II O Estado Português, representado pelo Ministério Público, não pode ser considerado sucessor da falecida, nos termos e para os efeitos do disposto no art. 351.º do CPC, havendo, ao invés, de ser realizada, conforme expressamente previsto no art. 355.º do CPC, (i) a habilitação dos sucessores incertos ou ii) a habilitação da herança jacente, que é um património autónomo com personalidade judiciária [cf. art. 12.º, al. a), do CPC e artigos 2046.º a 2049.º do CC].

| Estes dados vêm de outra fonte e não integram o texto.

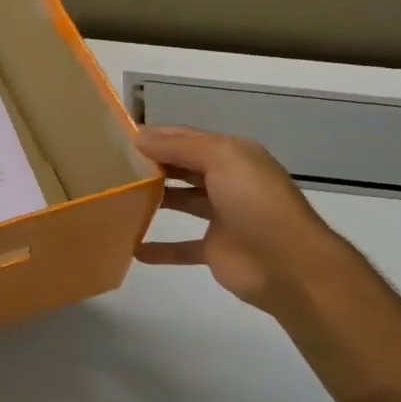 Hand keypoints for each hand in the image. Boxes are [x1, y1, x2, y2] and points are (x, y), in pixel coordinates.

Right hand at [133, 125, 345, 311]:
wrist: (289, 264)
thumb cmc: (256, 203)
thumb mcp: (222, 159)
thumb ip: (180, 146)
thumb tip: (138, 137)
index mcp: (233, 155)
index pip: (187, 138)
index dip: (156, 136)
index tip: (118, 140)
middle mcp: (228, 181)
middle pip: (183, 168)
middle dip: (152, 166)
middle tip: (111, 168)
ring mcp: (222, 217)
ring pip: (182, 202)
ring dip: (154, 200)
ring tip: (118, 199)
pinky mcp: (215, 249)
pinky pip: (181, 247)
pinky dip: (159, 248)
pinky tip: (133, 248) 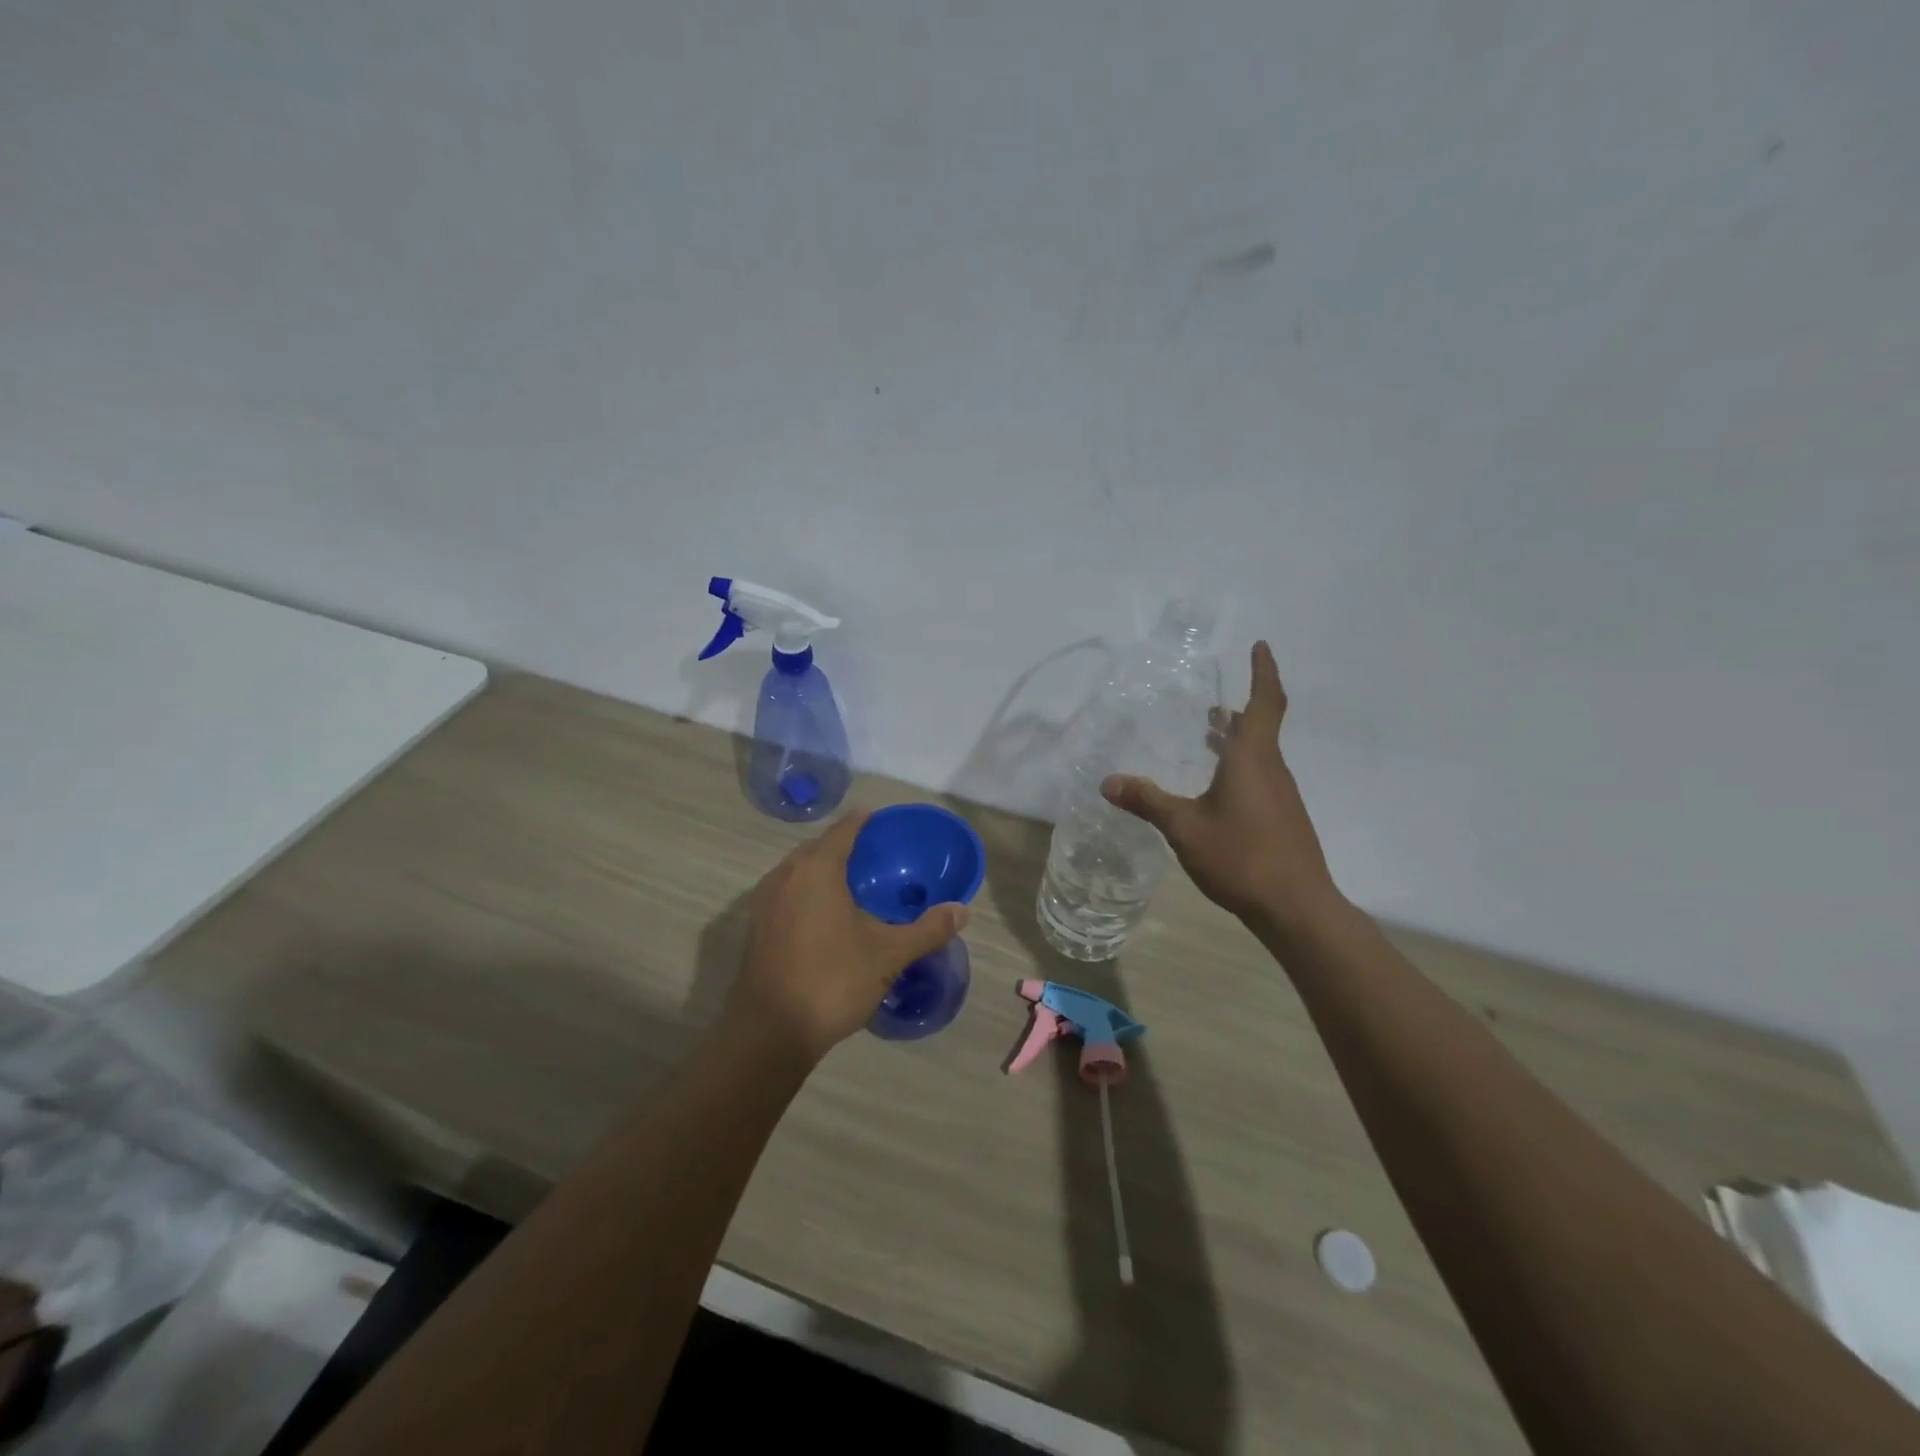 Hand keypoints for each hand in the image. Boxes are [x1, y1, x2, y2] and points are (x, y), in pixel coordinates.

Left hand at [725, 810, 970, 1063]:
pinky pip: (787, 893)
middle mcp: (786, 874)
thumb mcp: (888, 954)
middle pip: (818, 847)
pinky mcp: (756, 926)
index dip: (864, 821)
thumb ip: (927, 929)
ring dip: (823, 870)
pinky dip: (807, 892)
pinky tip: (827, 916)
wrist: (770, 1031)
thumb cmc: (832, 980)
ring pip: (798, 871)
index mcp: (817, 868)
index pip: (844, 829)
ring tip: (854, 885)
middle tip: (876, 858)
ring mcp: (764, 900)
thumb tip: (961, 911)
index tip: (883, 821)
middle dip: (844, 846)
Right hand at [1102, 641, 1344, 931]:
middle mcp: (1272, 770)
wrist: (1296, 908)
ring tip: (1208, 738)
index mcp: (1252, 759)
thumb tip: (1107, 782)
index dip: (1263, 671)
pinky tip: (1217, 790)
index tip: (1260, 645)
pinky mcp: (1283, 819)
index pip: (1264, 703)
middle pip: (1260, 727)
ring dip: (1237, 741)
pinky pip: (1260, 778)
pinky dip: (1239, 768)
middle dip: (1239, 711)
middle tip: (1211, 705)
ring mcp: (1281, 796)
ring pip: (1260, 755)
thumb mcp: (1184, 828)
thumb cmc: (1241, 857)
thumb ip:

IIIA primeira hipótese pressupõe a existência de outros sucessores da falecida executada, num cenário de incerteza carecido de averiguação; a segunda, de habilitação da herança jacente, faz-se com a alegação de facto da inexistência de quaisquer sucessores que tenham aceitado (expressa ou tacitamente) a herança, que não foi declarada vaga para o Estado.

Decisão Texto Parcial:
Decisão Texto Integral: Acordam, na 2.ª Secção Cível do Tribunal da Relação de Lisboa, os Juízes Desembargadores abaixo identificados


IRELATÓRIO


O Ministério Público, em representação do Estado Português, interpôs o presente recurso de apelação da sentença que julgou o Estado Português, representado pelo Ministério Público, habilitado para, em substituição da falecida Executada (Fátima ….) prosseguir a ação executiva para pagamento de quantia certa que contra aquela (e outros Executados) foi instaurada pela Caixa Geral de Depósitos, S.A. [em 27-06-2013, mediante a apresentação de requerimento executivo, no qual é peticionado o pagamento da quantia exequenda, no valor de 32.442,73 €, relativa ao capital em dívida e respetivos juros do contrato de mútuo consubstanciado no documento particular que junta como título executivo (doc. 1)].

Em 05-01-2016, no processo executivo, foi proferido despacho que declarou suspensa a instância, em face do comprovado óbito daquela Executada.

Em 17-05-2017, teve início o presente incidente, a requerimento da Exequente, deduzido contra os Executados Hélder… e Ricardo…, bem como contra os sucessores incertos da falecida Executada.

Autuado por apenso, foi proferido despacho que determinou à Seção que realizasse pesquisa nas Bases de Dados em ordem à identificação de possíveis sucessores da falecida e, depois, face ao resultado das pesquisas, convidou-se a Exequente a apresentar novo requerimento, aperfeiçoado.

A Exequente veio então, em 08-06-2017, apresentar novo requerimento, identificando como Requeridos, além dos anteriores, Inês…, filha da falecida Executada.

Foi proferido despacho, datado de 21-06-2017, que indeferiu liminar e parcialmente este requerimento no tocante aos sucessores incertos.

Após várias diligências com vista à citação dos Requeridos, veio a ser apresentada, em 10-02-2021, Contestação por parte da Requerida Inês…, na qual pugnou pela improcedência da sua requerida habilitação, por ter repudiado a herança.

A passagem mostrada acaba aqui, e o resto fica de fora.